Most books on the spiritual life almost inevitably leave readers feeling like we just have one more thing to do. I work actively against this. The last thing those caught in the demands of family life need is one more exercise to implement, one more task to execute, one more ideal to live up to. Parenting is guilt-inducing enough without this. If anything, I want to lighten the load by offering a child-friendly, caregiver-supportive, non-elitist understanding of faith and theology. I want people to see what they are already doing and do these practices with greater intentionality, awareness, respect, care, and reflection. Nobody excels in all practices. Everyone has to start somewhere. So I pick favorites and invite others to do the same. The practices I name—pondering, playing, reading, loving, doing justice, blessing, and letting go—are illustrative, not exemplary. They are named to provoke imagination about one’s own life and the grace to see God within it when we are honest about the difficulties and attentive to the gifts.
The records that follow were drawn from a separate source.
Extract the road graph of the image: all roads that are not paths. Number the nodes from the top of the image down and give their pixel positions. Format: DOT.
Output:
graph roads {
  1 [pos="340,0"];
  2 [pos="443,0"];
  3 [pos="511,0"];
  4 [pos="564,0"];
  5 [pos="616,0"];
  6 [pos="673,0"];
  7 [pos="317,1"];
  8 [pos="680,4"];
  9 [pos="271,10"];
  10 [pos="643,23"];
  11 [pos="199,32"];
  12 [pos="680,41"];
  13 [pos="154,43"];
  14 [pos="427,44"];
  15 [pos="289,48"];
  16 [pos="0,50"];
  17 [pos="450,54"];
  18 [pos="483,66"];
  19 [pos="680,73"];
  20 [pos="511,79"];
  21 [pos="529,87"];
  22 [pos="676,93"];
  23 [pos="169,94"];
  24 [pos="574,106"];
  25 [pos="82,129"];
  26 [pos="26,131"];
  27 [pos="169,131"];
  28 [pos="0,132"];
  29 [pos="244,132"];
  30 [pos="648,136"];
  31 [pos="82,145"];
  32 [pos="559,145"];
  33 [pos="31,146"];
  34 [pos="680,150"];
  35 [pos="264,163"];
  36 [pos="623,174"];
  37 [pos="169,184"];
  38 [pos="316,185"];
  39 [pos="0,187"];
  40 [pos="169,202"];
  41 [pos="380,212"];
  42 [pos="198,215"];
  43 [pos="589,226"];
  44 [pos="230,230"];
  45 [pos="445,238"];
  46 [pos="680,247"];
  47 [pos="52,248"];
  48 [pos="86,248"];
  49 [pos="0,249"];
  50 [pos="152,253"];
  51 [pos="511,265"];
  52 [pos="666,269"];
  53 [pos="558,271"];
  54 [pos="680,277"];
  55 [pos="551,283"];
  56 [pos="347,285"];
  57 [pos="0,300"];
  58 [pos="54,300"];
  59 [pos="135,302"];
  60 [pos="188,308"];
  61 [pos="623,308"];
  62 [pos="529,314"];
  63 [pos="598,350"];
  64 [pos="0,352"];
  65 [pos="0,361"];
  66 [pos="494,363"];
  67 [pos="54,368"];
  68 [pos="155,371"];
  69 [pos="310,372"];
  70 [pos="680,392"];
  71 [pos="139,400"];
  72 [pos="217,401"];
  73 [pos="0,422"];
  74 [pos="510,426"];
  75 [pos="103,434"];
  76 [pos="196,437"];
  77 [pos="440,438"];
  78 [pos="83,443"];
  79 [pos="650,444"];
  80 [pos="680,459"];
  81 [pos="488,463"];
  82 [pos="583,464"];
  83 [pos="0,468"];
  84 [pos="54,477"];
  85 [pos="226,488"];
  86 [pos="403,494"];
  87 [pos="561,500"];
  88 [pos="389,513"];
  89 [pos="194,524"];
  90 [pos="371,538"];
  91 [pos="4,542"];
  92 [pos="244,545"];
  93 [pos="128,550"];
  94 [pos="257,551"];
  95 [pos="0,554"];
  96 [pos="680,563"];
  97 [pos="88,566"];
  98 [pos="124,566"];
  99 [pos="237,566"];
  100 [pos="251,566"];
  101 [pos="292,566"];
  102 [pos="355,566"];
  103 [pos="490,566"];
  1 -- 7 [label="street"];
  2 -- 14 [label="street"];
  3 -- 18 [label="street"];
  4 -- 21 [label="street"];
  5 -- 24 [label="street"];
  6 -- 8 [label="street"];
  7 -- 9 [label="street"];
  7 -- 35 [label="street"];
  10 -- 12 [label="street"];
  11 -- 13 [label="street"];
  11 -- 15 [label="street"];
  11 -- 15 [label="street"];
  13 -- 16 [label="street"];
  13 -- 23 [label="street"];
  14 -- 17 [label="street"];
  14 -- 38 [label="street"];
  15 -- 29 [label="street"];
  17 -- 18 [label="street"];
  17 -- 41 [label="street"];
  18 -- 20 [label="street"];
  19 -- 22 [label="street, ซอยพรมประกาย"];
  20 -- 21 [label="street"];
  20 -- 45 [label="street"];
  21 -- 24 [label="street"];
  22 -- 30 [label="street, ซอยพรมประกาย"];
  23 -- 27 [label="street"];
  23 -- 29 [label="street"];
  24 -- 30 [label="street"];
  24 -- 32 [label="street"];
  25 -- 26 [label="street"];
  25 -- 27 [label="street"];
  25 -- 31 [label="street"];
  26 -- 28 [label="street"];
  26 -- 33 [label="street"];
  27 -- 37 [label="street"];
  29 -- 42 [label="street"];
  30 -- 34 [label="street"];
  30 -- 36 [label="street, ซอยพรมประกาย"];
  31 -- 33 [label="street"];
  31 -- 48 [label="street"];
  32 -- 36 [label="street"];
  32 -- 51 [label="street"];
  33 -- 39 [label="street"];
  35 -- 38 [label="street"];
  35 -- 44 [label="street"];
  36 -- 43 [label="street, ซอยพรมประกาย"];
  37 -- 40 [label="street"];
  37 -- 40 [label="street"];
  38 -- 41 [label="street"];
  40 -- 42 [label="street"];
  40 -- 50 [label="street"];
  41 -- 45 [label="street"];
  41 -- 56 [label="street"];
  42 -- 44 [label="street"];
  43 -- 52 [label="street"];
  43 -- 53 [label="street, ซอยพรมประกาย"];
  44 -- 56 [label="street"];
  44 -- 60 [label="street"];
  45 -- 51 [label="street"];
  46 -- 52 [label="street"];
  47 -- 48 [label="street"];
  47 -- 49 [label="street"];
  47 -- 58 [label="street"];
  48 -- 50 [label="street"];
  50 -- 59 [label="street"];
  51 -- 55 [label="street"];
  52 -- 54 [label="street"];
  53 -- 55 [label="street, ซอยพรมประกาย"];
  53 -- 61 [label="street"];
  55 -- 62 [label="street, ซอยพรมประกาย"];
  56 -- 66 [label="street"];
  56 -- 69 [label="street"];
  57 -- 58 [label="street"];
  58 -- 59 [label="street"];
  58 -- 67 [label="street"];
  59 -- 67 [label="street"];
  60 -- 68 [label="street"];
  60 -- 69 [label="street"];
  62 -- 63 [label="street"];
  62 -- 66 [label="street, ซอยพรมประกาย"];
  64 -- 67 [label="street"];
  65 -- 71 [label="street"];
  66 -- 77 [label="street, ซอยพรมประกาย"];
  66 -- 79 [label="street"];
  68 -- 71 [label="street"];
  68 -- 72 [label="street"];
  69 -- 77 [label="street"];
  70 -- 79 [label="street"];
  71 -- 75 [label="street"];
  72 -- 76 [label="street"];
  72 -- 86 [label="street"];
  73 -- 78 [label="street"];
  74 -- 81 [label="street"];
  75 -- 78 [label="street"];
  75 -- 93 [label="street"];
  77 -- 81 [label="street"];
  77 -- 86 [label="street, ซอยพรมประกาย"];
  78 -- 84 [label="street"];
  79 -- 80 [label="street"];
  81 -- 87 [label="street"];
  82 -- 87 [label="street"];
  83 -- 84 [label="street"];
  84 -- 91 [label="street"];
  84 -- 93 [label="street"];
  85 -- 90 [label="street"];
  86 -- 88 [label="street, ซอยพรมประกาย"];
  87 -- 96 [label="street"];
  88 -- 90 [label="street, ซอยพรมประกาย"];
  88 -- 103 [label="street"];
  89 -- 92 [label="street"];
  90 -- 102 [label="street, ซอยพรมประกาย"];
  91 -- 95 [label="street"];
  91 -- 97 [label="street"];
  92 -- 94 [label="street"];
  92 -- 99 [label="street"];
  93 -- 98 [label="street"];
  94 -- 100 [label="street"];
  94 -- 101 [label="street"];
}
– Bonnie J. Miller-McLemore, “Theological Protest and the Spiritual Life” in A Spiritual Life: Perspectives from Poets, Prophets, and Preachers, edited by Allan Hugh Cole Jr. (Westminster John Knox Press, 2011).
This quote applies equally well to parents and non-parents, to those facing the demands of family life or (more broadly) daily life whatever those demands might be.
Writing/Reflection Prompt: Instead of adding one more thing, what practices are you already doing? What would it mean for you to do these with “greater intentionality, awareness, respect, care, and reflection”?